Friday, January 28, 2005

What I don't have is a lot of patience. I have to give myself credit, though. I've come a long way. I think every now and then I just need to pull up those old jeans, you know? Because in the beginning it happened so fast. It seemed like I was down a size every week or two. But I have to take into account the fact that I hurt my glute again in early December and really eased up on the exercise for a month or more. And then there was Christmas eating. Which wasn't massive binging or anything but I did eat more than usual. Then I was down for a week or two and I did eat a lot of crap that I didn't want or need. (Funny thing is, that only gets me down more!) Then I got the flu a couple of weeks ago and I really was wiped out. So for a couple of weeks I've been back at it full force with the exercise and better with the eating. And I've lost a pound. And a pound a week or so is my goal. So, what the heck. Bevie? What the heck?

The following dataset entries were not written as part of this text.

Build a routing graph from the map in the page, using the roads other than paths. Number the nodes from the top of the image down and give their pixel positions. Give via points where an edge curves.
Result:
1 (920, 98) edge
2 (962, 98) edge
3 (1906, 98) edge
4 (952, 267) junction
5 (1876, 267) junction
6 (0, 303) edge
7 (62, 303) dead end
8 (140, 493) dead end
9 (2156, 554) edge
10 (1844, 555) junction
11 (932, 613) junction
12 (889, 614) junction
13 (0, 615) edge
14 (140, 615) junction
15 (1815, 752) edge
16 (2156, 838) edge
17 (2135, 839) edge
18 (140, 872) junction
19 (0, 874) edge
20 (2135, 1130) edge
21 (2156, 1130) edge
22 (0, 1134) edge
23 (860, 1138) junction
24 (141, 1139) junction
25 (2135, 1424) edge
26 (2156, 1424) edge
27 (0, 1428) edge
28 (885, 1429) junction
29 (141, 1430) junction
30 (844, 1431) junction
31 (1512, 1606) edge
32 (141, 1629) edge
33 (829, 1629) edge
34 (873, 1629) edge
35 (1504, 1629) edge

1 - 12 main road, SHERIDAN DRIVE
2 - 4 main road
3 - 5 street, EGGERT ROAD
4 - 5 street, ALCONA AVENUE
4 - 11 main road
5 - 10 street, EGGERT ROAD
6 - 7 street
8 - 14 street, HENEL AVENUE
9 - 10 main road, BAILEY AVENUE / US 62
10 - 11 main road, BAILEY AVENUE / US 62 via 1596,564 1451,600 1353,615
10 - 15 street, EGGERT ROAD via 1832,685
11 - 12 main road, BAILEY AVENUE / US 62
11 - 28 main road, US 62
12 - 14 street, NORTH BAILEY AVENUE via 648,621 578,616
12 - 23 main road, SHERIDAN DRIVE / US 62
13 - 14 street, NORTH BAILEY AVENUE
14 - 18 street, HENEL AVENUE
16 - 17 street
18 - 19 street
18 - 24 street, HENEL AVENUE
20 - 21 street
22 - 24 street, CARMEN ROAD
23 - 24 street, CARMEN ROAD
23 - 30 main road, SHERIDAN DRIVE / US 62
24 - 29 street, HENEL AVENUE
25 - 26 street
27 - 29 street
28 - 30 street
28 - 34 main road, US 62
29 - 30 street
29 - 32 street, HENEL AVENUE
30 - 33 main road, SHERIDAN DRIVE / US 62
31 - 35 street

I went running outside by myself for the first time yesterday. It was a struggle. I was taken off-guard by all of the emotional turmoil that I went through. Just looks from people and me determining what they are thinking. Fabian thinks I'm being silly and paranoid but I am on my 33rd year as a fat person - I know the looks. But what I realized is, who the hell cares? Do I care if some guy I've never seen before and will never see again smirks as I run by? He's nothing to me so why should I even notice?

And I feel good because I really talked myself down. I didn't talk myself into going home. And I didn't compromise and go to the gym. I kept going and just looked away from people if I felt that vibe. And you know what? I smiled and said hello to people that didn't give me that vibe. And I finished my run. And damn! That felt good!!

Thursday, January 27, 2005

I close my eyes and imagine cheek bones and collar bones, hip bones and only one neck, jeans without a pocket of chub sticking out over them, not having to concern myself about sucking in the belly. I see myself crossing the finish line at the Vancouver Sun Run and tears inevitably spring to the surface. I see myself walking into a room and everyone sees me, sees beauty and confidence and charm.

Will I be beautiful? What will I look like? How will I handle it? As impatient as I get when I step on the scale, I know that slow - very slow - is the only way for me to do this. To get used to the bones, the looks, the attention. For my body to get used to the exercise. I want so much from my body right now. I don't know if it will ever catch up.

But, I guess that whole 'instant gratification' business is behind me. The exercise part any way. Now, if I could just avoid that Dairy Queen!

Wednesday, January 12, 2005

This is rough. This internal struggle. The food yo-yo. I'm fighting but I feel like I'm losing the battle. Got to win the war, though. Jeans are getting tight. I've been talking myself into eating again. Even when I don't want to. And back to the 'just one more' mindset. It doesn't work, Beverly. How about exercise? How about fruit? And steady meals?

Geez - just read the last entry. Bummer, man! I was really down there for a spell. Started feeling better - then got the flu. Oh, well!